Chances are, you’ve likely heard of the term garbage collection. It would not be uncommon, however, if you also did not understand the concept behind it. Most modern programming languages such as Java, C#, or JavaScript utilize garbage collection. In fact, garbage collection is so efficient at what it does that, as a programmer using one of these languages, we never have to give much conscious thought to it. But what exactly is garbage collection?
To understand garbage collection, it’s pertinent to first understand the two areas of memory your program has access to – the stack and heap. At a very high level, the stack is memory that is typically managed for you. That is, when you declare a variable within a function, the memory for that variable is allocated from the stack. When the function returns, or the variable goes out of scope, the memory is automatically freed. Stack memory is allocated for variables whose sizes are known at compile time, and is usually very limited in size—with Visual Studio reportedly only allocating 1MB to stack memory. Stack overflow (not the site we visit hundreds of times per week!) is when the stack memory limit is exceeded. Most often, the operating system will close the offending program when this happens.
Heap, on the other hand, is a much larger pool of memory managed by the operating system and shared among applications and other processes. On modern computers, the heap can be gigabytes in size. The heap is where dynamically allocated memory is requested from. Dynamically allocated memory is typically required when dealing with user or file input, or when you need to allocate a very large object. This makes sense: we don’t know how many records a file will contain, therefore the memory required for these variables cannot be defined at compile time.

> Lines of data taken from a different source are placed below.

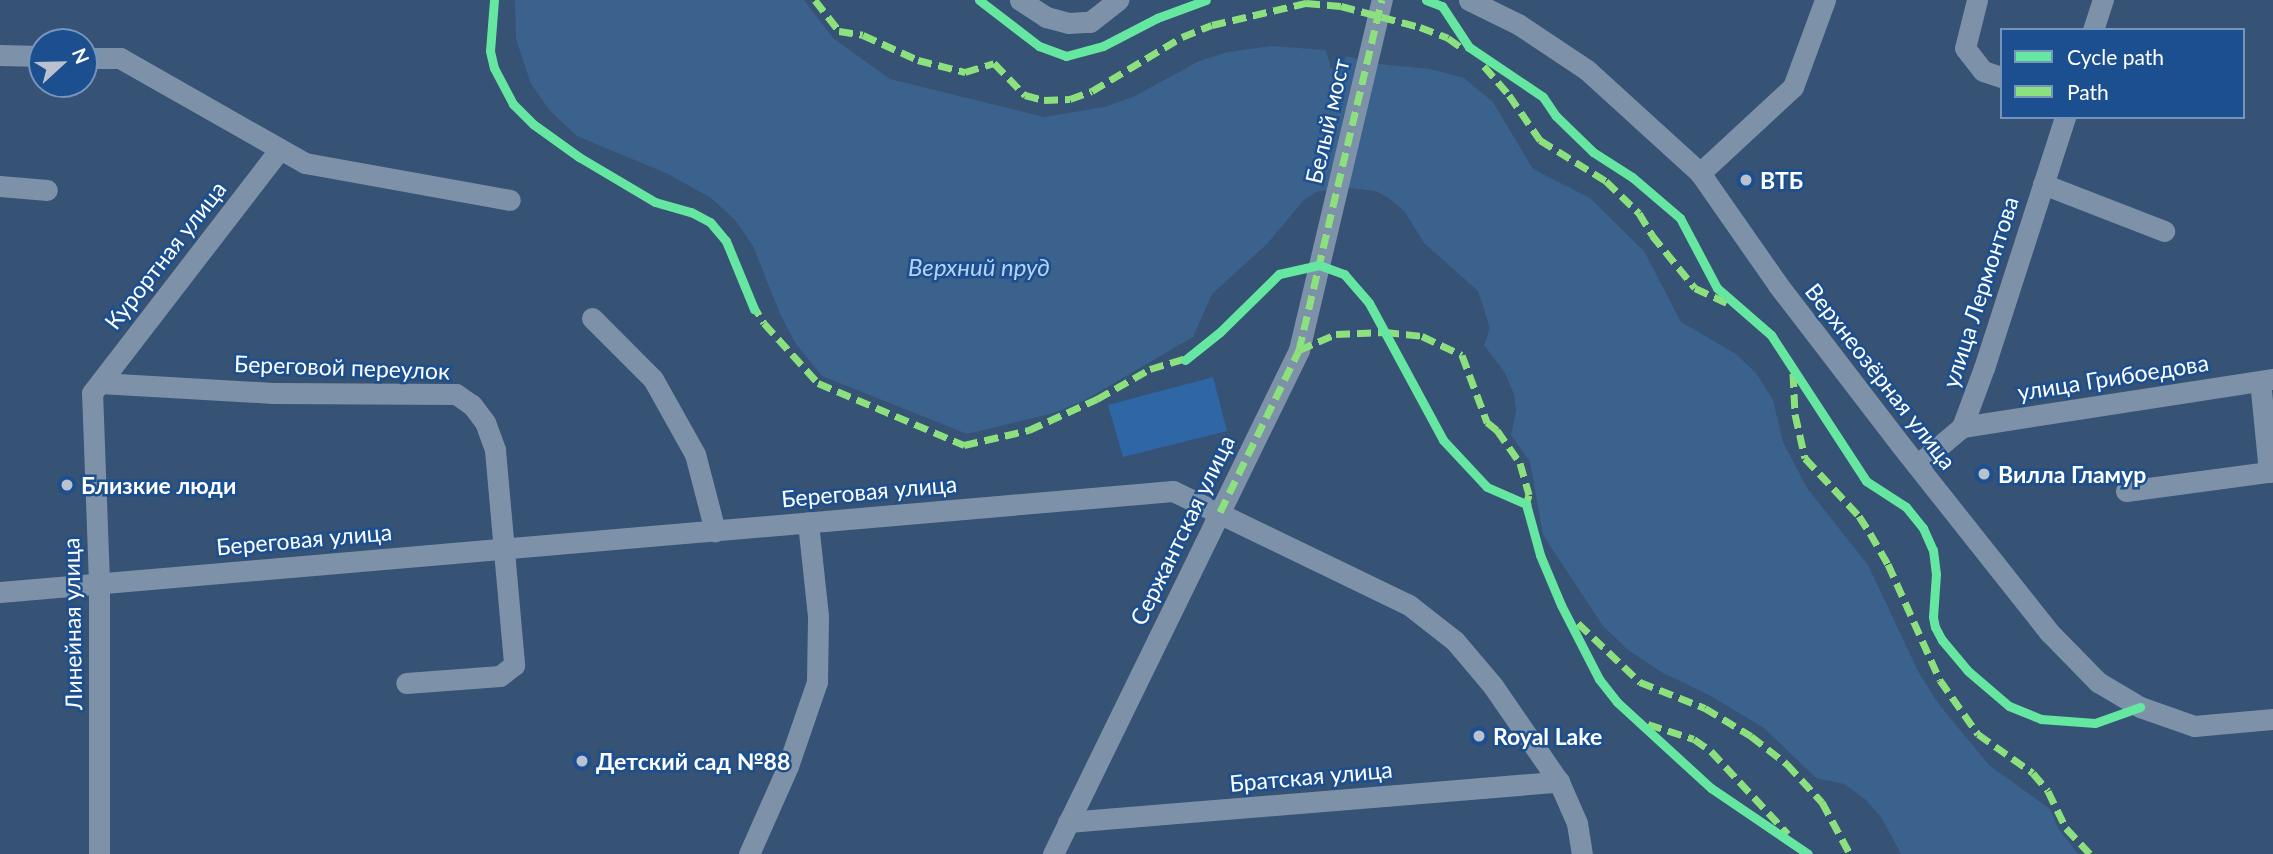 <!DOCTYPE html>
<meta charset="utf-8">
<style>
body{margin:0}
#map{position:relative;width:2273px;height:854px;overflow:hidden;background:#365274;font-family:Lato,sans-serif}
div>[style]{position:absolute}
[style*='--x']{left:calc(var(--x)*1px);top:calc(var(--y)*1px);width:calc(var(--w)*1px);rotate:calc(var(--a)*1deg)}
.green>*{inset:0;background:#2f66a5}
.water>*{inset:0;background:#3b618d}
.minor>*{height:21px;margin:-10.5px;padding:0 10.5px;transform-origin:10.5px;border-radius:10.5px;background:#7d92a8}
.quiet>*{height:7px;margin-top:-3.5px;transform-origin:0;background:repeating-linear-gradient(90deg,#8de07e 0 14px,transparent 0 21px)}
.cycleway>*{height:9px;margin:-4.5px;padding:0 4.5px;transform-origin:4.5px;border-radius:4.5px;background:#66e7a1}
.dots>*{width:19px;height:19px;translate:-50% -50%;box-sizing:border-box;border:4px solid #1b4f8f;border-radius:50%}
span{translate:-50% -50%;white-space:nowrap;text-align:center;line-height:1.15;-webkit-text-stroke:5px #1b4f8f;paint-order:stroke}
.street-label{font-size:23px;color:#fff}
.poi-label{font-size:23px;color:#fff;font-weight:700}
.left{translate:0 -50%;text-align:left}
.water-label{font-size:24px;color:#b5d3f5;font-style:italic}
.legend{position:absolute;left:2000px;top:28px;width:245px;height:91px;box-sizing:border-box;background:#1b4f8f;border:2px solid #7695bc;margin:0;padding:9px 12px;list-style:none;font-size:21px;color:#fff}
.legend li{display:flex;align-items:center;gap:14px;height:35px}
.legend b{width:35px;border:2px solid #7695bc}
.north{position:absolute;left:28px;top:28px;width:70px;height:70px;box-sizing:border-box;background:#1b4f8f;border:2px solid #7695bc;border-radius:50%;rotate:68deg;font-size:19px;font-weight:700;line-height:28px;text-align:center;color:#fff}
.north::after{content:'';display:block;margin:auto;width:24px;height:32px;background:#b9c2ce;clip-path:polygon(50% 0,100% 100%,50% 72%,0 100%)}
</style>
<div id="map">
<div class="green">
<i style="clip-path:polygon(1213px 377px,1227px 431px,1123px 457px,1108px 405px)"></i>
</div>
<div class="water">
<i style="clip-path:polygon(515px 0,804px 0,833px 38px,890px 79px,1044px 117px,1104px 107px,1133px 97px,1199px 61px,1228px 52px,1271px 46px,1326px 50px,1331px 68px,1336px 71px,1342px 68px,1346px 56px,1379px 64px,1430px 69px,1464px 78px,1493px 102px,1533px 169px,1590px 198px,1644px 251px,1681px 322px,1736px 354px,1756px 373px,1773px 400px,1783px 442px,1807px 488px,1868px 565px,1919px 673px,1938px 703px,1989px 765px,2050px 809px,2058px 828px,2078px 854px,1901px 854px,1881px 817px,1866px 800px,1844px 784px,1816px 778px,1764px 728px,1709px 695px,1663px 673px,1628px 650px,1603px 626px,1543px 535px,1530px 462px,1511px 435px,1516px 411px,1514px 394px,1505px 373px,1484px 345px,1490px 328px,1478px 291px,1424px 243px,1405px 212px,1390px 199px,1376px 191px,1349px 188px,1316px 192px,1304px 200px,1267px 244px,1212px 294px,1193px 337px,1085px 400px,1054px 413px,967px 434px,822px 376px,796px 344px,780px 314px,753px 246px,735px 220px,711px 198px,668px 174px,577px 136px,550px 111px,531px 84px,516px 39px)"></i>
</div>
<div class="minor">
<i style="--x:1020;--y:0;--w:31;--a:33"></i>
<i style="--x:1046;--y:17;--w:23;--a:15"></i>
<i style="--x:1068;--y:23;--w:22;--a:-3"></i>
<i style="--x:1090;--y:22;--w:36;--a:-38"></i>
<i style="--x:1469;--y:0;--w:55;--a:26.1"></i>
<i style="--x:1518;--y:24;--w:83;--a:33.7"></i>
<i style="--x:1587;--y:70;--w:153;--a:42.3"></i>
<i style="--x:1700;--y:173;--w:136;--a:55.1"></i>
<i style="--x:1778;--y:285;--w:200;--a:52.5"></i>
<i style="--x:1900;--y:444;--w:241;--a:51.6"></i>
<i style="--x:2050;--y:633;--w:69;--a:45.6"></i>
<i style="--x:2098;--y:682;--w:49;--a:30.8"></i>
<i style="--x:2140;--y:707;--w:57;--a:19.4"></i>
<i style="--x:2194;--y:726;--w:79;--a:-5.1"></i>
<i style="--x:1977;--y:0;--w:49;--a:104"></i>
<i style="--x:1965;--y:48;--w:29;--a:52"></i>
<i style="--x:1983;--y:71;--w:20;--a:18"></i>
<i style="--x:2093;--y:30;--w:32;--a:-72"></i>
<i style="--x:0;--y:55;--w:42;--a:1.4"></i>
<i style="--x:84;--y:58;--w:36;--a:0"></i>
<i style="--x:120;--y:58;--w:213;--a:29.6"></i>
<i style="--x:305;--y:163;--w:208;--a:10.2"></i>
<i style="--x:1700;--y:173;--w:127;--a:-42.8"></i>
<i style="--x:1793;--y:87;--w:93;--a:-69.8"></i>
<i style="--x:2043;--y:184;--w:130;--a:21.2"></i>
<i style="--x:0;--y:186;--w:47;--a:4.9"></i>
<i style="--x:592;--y:318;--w:86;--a:45"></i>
<i style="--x:653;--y:379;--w:86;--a:60.8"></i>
<i style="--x:695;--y:454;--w:80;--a:75.4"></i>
<i style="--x:100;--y:383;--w:173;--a:3.3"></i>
<i style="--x:273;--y:393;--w:183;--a:0.3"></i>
<i style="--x:456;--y:394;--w:19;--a:35"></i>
<i style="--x:472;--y:405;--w:21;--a:53"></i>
<i style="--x:485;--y:422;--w:30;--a:70"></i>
<i style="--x:495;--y:450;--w:216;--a:84.9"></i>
<i style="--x:514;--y:665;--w:18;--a:142"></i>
<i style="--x:500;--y:676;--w:94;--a:175.7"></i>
<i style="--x:1962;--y:427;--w:315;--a:-8.8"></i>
<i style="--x:1917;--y:465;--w:59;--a:-40.2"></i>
<i style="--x:1962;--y:427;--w:63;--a:-69.6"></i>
<i style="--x:1984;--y:368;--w:264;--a:-72.1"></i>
<i style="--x:2126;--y:491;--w:144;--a:-7.6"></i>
<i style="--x:2269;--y:472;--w:91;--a:-95.6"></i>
<i style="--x:0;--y:592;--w:1177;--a:-4.92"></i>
<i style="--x:1173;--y:491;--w:262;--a:25.8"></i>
<i style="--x:1409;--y:605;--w:58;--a:38"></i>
<i style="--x:1455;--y:641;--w:59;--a:49.8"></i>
<i style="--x:1493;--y:686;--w:116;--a:55.5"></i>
<i style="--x:1559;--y:782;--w:45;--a:66.3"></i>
<i style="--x:1577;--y:823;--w:31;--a:81"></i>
<i style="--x:1068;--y:822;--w:493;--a:-4.7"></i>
<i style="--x:99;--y:854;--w:272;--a:-90"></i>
<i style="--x:99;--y:582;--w:189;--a:-92.1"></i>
<i style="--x:92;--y:393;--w:308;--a:-52.4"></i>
<i style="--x:749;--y:854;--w:96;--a:-66.1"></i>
<i style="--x:788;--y:766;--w:89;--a:-71"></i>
<i style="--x:817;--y:682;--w:66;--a:-89.1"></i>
<i style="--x:818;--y:616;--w:94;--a:-96.1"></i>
<i style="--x:1053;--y:854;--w:561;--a:-63.98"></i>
<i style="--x:1299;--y:350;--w:360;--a:-76.7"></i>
</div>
<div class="quiet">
<i style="--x:815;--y:0;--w:39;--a:52"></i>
<i style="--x:839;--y:31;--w:24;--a:9"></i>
<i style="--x:863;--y:35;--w:60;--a:24.4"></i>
<i style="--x:918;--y:60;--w:49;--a:14.3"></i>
<i style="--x:965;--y:72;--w:30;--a:-17"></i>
<i style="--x:994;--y:63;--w:45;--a:45.9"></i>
<i style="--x:1025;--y:95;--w:20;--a:15"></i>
<i style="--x:1044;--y:100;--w:26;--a:-2"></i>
<i style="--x:1070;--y:99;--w:23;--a:-20"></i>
<i style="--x:1092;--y:91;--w:105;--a:-31"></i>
<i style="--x:1182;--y:37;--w:32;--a:-22"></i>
<i style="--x:1212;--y:25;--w:97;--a:-13.2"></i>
<i style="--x:1306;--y:3;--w:35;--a:5"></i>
<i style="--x:1341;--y:6;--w:82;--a:14.9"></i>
<i style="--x:1420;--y:27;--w:30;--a:21"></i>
<i style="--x:1448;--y:38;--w:21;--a:35"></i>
<i style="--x:1484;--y:66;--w:38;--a:49"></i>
<i style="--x:1509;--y:95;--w:55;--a:55.4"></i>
<i style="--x:1540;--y:140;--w:78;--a:31.8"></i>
<i style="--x:1606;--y:181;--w:46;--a:44.1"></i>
<i style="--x:1639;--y:213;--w:26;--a:59"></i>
<i style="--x:1652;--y:235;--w:68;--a:50.9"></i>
<i style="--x:1695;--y:288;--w:35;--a:25"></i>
<i style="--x:752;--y:303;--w:23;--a:59"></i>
<i style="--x:764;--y:323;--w:81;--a:48"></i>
<i style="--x:818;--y:383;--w:159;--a:23"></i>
<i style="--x:964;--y:445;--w:67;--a:-13"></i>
<i style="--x:1029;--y:430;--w:75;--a:-24.5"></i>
<i style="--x:1097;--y:399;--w:61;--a:-29.5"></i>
<i style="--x:1150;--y:369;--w:42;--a:-16.7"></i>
<i style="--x:1299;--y:350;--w:40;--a:-23.4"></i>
<i style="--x:1336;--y:334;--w:49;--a:-2.3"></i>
<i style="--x:1385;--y:332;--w:37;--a:6"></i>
<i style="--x:1422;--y:336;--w:44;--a:25.4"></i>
<i style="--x:1462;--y:355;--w:72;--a:69.5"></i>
<i style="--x:1487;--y:422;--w:13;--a:39"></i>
<i style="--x:1497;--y:430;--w:40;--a:55.1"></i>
<i style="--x:1520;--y:463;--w:33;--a:74"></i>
<i style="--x:1529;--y:495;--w:9;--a:108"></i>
<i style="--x:1793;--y:373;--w:41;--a:87.2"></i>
<i style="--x:1795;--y:414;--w:45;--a:77.2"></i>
<i style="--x:1805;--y:458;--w:79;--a:47"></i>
<i style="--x:1859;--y:516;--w:20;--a:57"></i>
<i style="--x:1870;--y:533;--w:36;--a:60"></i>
<i style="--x:1888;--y:564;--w:127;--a:65.9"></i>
<i style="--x:1940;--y:680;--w:66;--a:54.9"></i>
<i style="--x:1978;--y:734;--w:67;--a:35.3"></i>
<i style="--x:2033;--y:773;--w:23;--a:50"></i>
<i style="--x:2048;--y:791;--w:41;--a:64.1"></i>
<i style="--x:2066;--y:828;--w:35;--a:47"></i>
<i style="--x:1220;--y:512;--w:180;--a:-64"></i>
<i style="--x:1299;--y:350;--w:360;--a:-76.7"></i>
<i style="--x:1578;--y:623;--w:86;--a:43.6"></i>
<i style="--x:1640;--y:682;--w:70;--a:21.8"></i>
<i style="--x:1705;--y:708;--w:54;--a:31.3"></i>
<i style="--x:1751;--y:736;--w:46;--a:37.9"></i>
<i style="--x:1787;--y:764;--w:52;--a:47.4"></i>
<i style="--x:1822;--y:802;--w:59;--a:61.7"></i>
<i style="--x:1648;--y:724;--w:48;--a:18.1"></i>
<i style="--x:1694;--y:739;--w:21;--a:35"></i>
<i style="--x:1711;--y:751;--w:113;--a:47.1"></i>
</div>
<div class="cycleway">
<i style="--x:494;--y:0;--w:51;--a:94.5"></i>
<i style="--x:490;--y:51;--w:17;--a:77"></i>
<i style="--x:494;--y:68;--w:41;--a:62.2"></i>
<i style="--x:513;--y:104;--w:28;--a:45"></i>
<i style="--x:533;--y:124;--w:57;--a:35.7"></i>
<i style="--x:579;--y:157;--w:88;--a:30.6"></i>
<i style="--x:655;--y:202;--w:37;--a:16"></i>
<i style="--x:691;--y:212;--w:21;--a:28"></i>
<i style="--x:710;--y:222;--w:25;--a:50"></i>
<i style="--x:726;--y:241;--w:74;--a:67.6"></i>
<i style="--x:979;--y:0;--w:76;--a:37.5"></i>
<i style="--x:1039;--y:46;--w:29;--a:20"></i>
<i style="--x:1066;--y:56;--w:38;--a:-15"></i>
<i style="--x:1103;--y:46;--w:61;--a:-27.4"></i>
<i style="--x:1157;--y:18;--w:52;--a:-20.2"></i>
<i style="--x:1426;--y:0;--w:17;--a:21"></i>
<i style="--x:1442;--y:6;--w:49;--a:56.6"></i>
<i style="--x:1469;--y:47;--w:89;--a:34"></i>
<i style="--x:1543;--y:97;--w:23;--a:56"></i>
<i style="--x:1556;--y:116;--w:52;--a:44.2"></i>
<i style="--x:1593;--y:152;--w:46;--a:32.7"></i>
<i style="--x:1632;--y:177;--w:63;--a:40.5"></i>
<i style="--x:1680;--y:218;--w:79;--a:62.1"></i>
<i style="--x:1717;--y:288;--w:72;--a:41"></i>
<i style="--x:1771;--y:335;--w:174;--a:56.9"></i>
<i style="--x:1866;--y:481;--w:48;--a:33"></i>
<i style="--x:1906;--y:507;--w:27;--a:51"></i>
<i style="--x:1923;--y:528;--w:24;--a:66"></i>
<i style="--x:1933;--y:550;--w:24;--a:83"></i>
<i style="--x:1936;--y:574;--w:43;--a:94"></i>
<i style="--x:1933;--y:617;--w:10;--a:79"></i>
<i style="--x:1935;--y:627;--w:15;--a:62"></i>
<i style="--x:1942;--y:640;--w:40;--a:50"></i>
<i style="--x:1968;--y:671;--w:54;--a:40.5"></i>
<i style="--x:2009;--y:706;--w:35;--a:22"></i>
<i style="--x:2041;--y:719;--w:54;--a:4.2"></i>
<i style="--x:2095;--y:723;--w:48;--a:-19.6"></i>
<i style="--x:1185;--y:360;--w:45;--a:-38.7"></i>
<i style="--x:1220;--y:332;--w:83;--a:-44.5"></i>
<i style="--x:1279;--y:274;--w:41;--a:-12.7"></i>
<i style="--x:1319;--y:265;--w:27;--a:20"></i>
<i style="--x:1344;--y:274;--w:38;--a:49"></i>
<i style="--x:1369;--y:303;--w:156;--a:61.6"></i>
<i style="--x:1443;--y:440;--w:64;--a:46.9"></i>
<i style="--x:1487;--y:487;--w:43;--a:23.6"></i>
<i style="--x:1526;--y:504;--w:53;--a:74.6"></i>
<i style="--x:1540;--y:555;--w:54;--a:67.2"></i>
<i style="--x:1561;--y:605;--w:83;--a:62.8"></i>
<i style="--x:1599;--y:679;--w:29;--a:52"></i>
<i style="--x:1617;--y:702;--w:127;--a:42.5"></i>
<i style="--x:1711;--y:788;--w:117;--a:34.2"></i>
</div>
<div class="dots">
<i style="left:1746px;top:180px;background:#b9c2ce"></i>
<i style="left:1984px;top:474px;background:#b9c2ce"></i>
<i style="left:67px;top:485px;background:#b9c2ce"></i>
<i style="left:1479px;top:736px;background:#b9c2ce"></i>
<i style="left:582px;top:761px;background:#b9c2ce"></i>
</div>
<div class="street-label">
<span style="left:1327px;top:121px;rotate:-77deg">Белый мост</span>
<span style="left:165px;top:255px;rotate:-52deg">Курортная улица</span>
<span style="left:1980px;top:292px;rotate:-72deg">улица Лермонтова</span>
<span style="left:342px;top:367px;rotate:2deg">Береговой переулок</span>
<span style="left:1881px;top:376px;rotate:52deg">Верхнеозёрная улица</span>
<span style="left:2113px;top:377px;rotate:-9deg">улица Грибоедова</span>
<span style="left:869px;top:491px;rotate:-5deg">Береговая улица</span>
<span style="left:1182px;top:530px;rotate:-64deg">Сержантская улица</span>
<span style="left:304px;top:539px;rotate:-5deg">Береговая улица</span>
<span style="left:72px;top:624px;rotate:-91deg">Линейная улица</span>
<span style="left:1311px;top:776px;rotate:-5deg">Братская улица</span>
</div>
<div class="poi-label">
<span class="left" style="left:1760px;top:180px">ВТБ</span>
<span class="left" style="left:1998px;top:474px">Вилла Гламур</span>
<span class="left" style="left:81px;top:485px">Близкие люди</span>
<span class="left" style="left:1493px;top:736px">Royal Lake</span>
<span class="left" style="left:596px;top:761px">Детский сад №88</span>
</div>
<div class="water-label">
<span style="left:979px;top:267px">Верхний пруд</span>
</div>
<ul class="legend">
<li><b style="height:9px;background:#66e7a1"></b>Cycle path</li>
<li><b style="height:9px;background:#8de07e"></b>Path</li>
</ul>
<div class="north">N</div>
</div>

In languages like those mentioned previously, dynamic memory allocation is abstracted away and is of no concern to the programmer. In JavaScript, for example, you don’t need to know the size of an array when it is declared. However when dynamically allocating memory in a language that does not utilize garbage collection, the programmer also becomes responsible for freeing the memory once it is no longer used. Failure to free memory can cause another issue we are familiar with—memory leaks. Typically, once the application is closed, the operating system is capable of cleaning up these memory leaks. However, consider the case of a video game, an application which may be open for several hours. These memory leaks not only affect the offending application, but they also reduce the memory available to other programs and processes. After several hours of creating memory leaks, your computer may start running slowly or even crash. Why then, would someone opt to use a language that requires manual memory management?
The garbage collector works by intermittently “scanning” all object reference trees. Any object that is no longer referenced and not reachable by application code is marked by the garbage collector to be removed, reclaiming the unused memory. This intermittent scanning has the potential to pause your application in order to collect and remove the unused memory. For most applications, this is negligible. There are, however, several areas where this increased performance is important. Many video games are written in languages like C++, where garbage collection kicking in at the wrong time can impact frame rates. Real time systems like finance benefit from the performance increase by being able to instantaneously create and process transactions, where even a slight delay could be problematic or detrimental.
“Modern” languages were created to allow developers the freedom to iterate quickly, without worrying about such low level concepts such as memory management. As we’ve seen though, the topic is still relevant today, and is an interesting one to explore.